The District Court concluded that the only important question for determination was whether Prosperity was es-topped to reclaim its equipment because *348of the conceded default of the Robinsons in paying for it. With respect to that question, the court said:

“ * * * The Referee found: ‘The petitioner [Prosperity] took no action calculated to indicate to third persons that said property belonged to the Bankrupts, rather than to said individuals, Charles D. and June Robinson.’ Such a finding is more a conclusion of law than a finding of fact, but, perhaps, permissible here in light of the additional fact that there was no evidence adduced by the Trustee that any person, creditor or otherwise, ever heard any misrepresentation made by Prosperity in respect to the true ownership or interest in such personal property, nor that any creditor was ignorant of the true facts, and that they did not have equal means of knowledge available by due diligence, even to the making of a mere inquiry as to the ownership thereof.
“The indisputable elements of estoppel of one clothing another with the apparent title or power of disposition of personal property are: (1) intentional or careless misrepresentations of known material facts inconsistent with subsequent claim; (2) ignorance of the truth and absence of equal means of knowledge of the party claiming estoppel; (3) action by him induced by the misrepresentation; and (4) injury to him if the truth should be proved. New York Life Insurance Co. v. Rees (8 Cir., 1927) 19 F.2d 781. ‘The important and primary ground of estoppel by matter in pais is that it would be fraud in a party to assert what his previous conduct had denied when on the faith of that denial others have acted.’ Lange v. [New York Life] Insurance Co., [254 Mo. 488], 162 S.W. 589, 1. c. 595. When such rule is applied to ostensible ownership of personal property, as here asserted, there can be no estoppel on matters in pais because of silence alone. Mitchell v. Newton County Bank (Spf.Ct. of App.) [220 Mo.App. 223] 282 S.W. 729; (cf.) Nave-McCord Mercantile Co. v. Ranney (C.C.A.8, Mo.) 29 F. 2d 383; Anthony v. Midwest Live Stock Commission Co. (Mo.1924), 260 S.W. 94; Held v. Reis, (Mo. 1946) 193 S.W.2d 17; Rosenthal v. Jenkins, 67 Mo.App. 295.
“The Referee was correct in his conclusion of law, that ‘the facts in evidence do not warrant the legal inference that petitioner in any way misrepresented its position or acted fraudulently or in bad faith with regard to creditors of the bankrupt corporations.’ * * * ”
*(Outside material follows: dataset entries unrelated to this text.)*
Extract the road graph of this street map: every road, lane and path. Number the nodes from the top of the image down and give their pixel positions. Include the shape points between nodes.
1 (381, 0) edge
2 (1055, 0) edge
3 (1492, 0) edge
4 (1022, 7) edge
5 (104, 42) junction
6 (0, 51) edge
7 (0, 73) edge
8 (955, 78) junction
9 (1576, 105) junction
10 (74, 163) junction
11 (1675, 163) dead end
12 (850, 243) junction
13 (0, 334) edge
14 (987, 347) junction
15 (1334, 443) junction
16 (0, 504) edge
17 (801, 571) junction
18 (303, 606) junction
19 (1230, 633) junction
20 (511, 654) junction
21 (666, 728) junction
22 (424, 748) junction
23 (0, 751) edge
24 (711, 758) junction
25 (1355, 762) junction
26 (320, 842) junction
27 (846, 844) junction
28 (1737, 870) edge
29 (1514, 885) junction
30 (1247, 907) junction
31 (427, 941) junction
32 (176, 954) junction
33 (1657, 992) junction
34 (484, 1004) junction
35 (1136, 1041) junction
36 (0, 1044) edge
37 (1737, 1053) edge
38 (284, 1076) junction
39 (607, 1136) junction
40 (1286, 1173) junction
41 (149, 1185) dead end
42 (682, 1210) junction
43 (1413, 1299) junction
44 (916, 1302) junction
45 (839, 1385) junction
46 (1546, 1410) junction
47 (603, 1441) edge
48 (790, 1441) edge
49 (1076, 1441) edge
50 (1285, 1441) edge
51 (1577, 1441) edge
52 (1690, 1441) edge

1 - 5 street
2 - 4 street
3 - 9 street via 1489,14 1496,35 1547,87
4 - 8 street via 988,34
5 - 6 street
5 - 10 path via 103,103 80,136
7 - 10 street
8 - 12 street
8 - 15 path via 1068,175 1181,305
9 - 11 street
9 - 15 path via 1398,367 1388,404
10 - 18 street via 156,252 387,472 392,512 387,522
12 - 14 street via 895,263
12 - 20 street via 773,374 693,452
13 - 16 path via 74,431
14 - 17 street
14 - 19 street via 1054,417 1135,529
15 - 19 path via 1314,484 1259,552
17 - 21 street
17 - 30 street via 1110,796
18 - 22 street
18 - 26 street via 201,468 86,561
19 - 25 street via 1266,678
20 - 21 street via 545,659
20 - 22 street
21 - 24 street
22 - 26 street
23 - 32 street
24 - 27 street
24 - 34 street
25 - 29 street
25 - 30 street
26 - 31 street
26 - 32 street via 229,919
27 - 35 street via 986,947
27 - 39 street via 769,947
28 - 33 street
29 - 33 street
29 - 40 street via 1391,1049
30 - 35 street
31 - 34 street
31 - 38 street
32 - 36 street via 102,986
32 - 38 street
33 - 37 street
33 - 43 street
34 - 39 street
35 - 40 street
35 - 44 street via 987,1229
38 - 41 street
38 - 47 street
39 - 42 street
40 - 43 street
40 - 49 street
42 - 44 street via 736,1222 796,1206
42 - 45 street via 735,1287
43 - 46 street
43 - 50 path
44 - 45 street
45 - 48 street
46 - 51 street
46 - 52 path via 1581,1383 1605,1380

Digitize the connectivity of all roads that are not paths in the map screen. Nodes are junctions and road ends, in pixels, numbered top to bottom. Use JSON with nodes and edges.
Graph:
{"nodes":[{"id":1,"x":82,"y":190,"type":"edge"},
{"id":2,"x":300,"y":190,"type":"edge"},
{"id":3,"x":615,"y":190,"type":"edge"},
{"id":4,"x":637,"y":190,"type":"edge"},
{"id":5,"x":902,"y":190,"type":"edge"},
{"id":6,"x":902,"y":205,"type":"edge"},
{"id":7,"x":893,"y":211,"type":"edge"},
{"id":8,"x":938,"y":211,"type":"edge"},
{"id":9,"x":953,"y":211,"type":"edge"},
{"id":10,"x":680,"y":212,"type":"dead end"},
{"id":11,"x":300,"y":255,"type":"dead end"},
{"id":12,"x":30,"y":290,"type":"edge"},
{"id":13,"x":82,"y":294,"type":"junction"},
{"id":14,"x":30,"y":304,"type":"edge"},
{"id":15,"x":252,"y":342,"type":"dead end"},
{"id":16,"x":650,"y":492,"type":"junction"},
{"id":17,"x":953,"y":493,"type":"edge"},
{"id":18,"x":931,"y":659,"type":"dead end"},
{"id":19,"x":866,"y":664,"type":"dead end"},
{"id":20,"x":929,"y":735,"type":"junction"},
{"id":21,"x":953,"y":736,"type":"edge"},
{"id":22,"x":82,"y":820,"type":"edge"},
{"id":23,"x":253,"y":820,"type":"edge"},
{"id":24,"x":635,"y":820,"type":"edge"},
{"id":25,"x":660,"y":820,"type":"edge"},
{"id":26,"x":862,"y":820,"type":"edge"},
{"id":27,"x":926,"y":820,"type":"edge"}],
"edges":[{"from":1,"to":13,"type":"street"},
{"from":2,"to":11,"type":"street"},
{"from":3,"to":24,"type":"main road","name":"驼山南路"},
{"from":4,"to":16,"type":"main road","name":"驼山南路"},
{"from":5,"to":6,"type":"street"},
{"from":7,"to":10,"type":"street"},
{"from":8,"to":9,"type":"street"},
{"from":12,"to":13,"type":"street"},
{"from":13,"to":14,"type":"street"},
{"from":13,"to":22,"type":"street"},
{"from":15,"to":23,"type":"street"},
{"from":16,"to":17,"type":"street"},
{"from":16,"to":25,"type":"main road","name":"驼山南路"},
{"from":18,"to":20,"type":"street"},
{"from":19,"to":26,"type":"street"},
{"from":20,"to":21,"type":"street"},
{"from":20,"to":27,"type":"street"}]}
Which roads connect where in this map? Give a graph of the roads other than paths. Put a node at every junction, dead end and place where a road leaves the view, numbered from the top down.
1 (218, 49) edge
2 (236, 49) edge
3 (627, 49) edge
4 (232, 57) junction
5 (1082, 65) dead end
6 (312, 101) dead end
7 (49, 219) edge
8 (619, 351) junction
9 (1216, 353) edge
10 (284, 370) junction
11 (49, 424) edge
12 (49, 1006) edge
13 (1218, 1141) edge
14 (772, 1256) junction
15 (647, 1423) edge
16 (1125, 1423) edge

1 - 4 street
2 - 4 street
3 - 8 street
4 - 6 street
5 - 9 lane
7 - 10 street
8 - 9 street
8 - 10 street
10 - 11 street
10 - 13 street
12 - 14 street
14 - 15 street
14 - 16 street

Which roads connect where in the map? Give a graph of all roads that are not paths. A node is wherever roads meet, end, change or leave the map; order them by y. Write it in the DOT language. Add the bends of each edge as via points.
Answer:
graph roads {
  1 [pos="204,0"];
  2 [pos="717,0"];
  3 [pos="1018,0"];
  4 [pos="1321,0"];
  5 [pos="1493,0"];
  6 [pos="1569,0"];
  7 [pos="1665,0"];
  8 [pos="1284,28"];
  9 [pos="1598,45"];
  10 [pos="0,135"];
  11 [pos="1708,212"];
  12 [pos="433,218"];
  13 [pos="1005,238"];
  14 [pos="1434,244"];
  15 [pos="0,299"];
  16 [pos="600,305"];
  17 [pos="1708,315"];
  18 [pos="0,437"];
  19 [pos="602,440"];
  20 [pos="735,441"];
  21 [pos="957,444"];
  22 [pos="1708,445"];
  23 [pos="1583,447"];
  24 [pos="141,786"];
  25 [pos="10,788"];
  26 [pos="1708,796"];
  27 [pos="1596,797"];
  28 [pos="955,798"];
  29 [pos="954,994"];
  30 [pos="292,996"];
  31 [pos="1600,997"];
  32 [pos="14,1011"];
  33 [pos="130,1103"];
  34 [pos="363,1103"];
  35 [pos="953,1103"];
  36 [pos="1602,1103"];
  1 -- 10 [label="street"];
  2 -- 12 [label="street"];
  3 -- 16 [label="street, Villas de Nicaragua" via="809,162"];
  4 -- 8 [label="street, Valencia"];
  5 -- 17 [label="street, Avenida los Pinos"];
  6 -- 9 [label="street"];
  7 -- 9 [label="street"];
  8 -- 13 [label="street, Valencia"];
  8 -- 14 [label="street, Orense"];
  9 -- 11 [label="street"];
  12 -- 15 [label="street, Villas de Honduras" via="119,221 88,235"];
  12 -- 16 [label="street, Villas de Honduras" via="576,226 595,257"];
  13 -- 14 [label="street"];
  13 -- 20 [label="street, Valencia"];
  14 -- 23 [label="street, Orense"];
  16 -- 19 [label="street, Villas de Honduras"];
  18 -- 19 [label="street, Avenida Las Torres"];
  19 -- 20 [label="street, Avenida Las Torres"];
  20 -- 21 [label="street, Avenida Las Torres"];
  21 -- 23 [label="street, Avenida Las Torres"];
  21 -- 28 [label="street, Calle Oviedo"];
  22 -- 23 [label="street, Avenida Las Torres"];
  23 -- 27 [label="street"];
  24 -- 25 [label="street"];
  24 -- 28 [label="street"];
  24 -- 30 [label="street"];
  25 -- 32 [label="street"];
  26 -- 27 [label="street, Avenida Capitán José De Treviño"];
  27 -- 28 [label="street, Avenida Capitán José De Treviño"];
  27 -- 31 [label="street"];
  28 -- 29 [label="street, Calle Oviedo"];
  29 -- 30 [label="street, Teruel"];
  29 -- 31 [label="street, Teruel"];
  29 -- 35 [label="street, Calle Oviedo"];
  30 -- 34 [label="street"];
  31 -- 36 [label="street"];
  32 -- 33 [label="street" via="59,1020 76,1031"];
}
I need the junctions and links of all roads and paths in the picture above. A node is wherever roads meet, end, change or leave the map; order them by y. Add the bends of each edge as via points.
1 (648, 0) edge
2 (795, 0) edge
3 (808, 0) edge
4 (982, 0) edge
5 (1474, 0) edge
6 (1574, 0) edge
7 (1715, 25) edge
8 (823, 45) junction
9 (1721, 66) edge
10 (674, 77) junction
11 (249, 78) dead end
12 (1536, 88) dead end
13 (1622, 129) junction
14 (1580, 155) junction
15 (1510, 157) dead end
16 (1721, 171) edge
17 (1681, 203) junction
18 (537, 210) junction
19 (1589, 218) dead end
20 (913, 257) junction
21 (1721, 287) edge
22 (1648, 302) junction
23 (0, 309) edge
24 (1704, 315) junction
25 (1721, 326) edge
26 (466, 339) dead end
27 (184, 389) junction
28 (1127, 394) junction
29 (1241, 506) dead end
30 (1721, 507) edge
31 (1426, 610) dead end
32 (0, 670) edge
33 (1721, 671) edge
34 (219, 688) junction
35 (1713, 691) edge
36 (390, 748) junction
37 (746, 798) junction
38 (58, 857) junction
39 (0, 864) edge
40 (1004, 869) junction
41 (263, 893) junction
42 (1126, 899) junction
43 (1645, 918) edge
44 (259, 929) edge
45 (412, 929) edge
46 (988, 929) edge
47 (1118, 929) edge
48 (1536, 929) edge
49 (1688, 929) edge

This Court is asked to reverse the order appealed from on the ground that it must be held that, under the evidence, Prosperity is estopped, as against the Trustee and the creditors of the bankrupts, from reclaiming the equipment sold to the Robinsons and used by the bankrupts in operating their laundry and dry cleaning establishment under some arrangement with the Robinsons the nature of which is not disclosed by the evidence. The issues of ownership and es-toppel tried by the Referee were, under the evidence, clearly questions of fact.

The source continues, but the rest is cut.